Chapter 7 - Adaptation and Remake
Published online by Cambridge University Press: 26 October 2023
Summary
ENGAGING WITH THE ORIGINAL: STATEMENTS OF INTENT PART I (THE PORTRAIT OF A LAdy)
The metatextual, metafilmic or reflexive features of film adaptations and remakes, which recent scholarship has identified as adaptations within the same medium, are regularly discussed in case studies and are touched upon in more theoretical works. Adapting Genette’s typology of intertextuality to film, Stam labels adaptations that critique their sources as “metatexts,” and cites El otro Francisco (Sergio Giral, 1974) as an example of a film which “self-reflexively explores adaptation as demystificatory critique.” In his groundbreaking Film Adaptation and Its Discontents, Thomas Leitch describes one of the possible relationships a film adaptation can have with its source as “(meta)commentary or deconstruction.” His associating both terms is intriguing, for a commentary need not be deconstructive and deconstruction need not produce a commentary; what’s more, the specificity of each term rejoins, to a certain extent, the distinction between meta (production of a discourse) and reflexivity (deconstruction of the illusion) developed in Chapter 1. Of course, Leitch may not be equating the two terms so much as suggesting that they are sibling concepts that (again like reflexivity and meta) are often associated. “The most characteristic films of this sort,” he says, “are not so much adaptations as films about adaptations, films whose subject is the problems involved in producing texts.” He includes fiction films like Jane Austen in Manhattan (Ivory, 1980), The French Lieutenant’s Woman, Shadow of the Vampire, Adaptation and Tristram Shandy: A Cock & Bull Story, as well as documentaries like Looking for Richard (Pacino, 1996) and Lost in La Mancha (Fulton and Pepe, 2002), and inscribes them in the tradition of literary metafiction.
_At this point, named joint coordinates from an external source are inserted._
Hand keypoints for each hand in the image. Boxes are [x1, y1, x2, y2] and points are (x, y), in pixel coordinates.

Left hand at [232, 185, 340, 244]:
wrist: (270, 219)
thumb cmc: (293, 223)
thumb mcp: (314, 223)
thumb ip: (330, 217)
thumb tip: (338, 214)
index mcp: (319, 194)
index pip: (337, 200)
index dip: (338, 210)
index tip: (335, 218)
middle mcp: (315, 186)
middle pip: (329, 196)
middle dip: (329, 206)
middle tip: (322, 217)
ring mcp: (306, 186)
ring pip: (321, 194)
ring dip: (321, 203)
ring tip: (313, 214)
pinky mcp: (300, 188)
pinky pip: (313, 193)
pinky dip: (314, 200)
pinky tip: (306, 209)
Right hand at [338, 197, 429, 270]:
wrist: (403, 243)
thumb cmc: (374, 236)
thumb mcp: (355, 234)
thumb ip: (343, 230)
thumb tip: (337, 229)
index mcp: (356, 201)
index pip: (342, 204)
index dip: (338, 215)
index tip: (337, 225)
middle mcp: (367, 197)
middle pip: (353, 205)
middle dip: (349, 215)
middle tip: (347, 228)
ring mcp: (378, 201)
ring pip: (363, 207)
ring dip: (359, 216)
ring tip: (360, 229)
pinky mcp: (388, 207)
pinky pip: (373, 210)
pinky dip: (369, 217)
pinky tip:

If these examples also happen to be movies about movies, a film adaptation can also engage with the adaptation process on a more implicit level; indeed, Leitch shows that Romeo + Juliet (Luhrmann, 1996) adopts such a position in its prologue when a newscaster, featured on a television in a black void, utters the play’s opening lines.
Such metamoments are quite frequent in contemporary adaptations and remakes which, at the very least, acknowledge their secondariness and sometimes even comment on it.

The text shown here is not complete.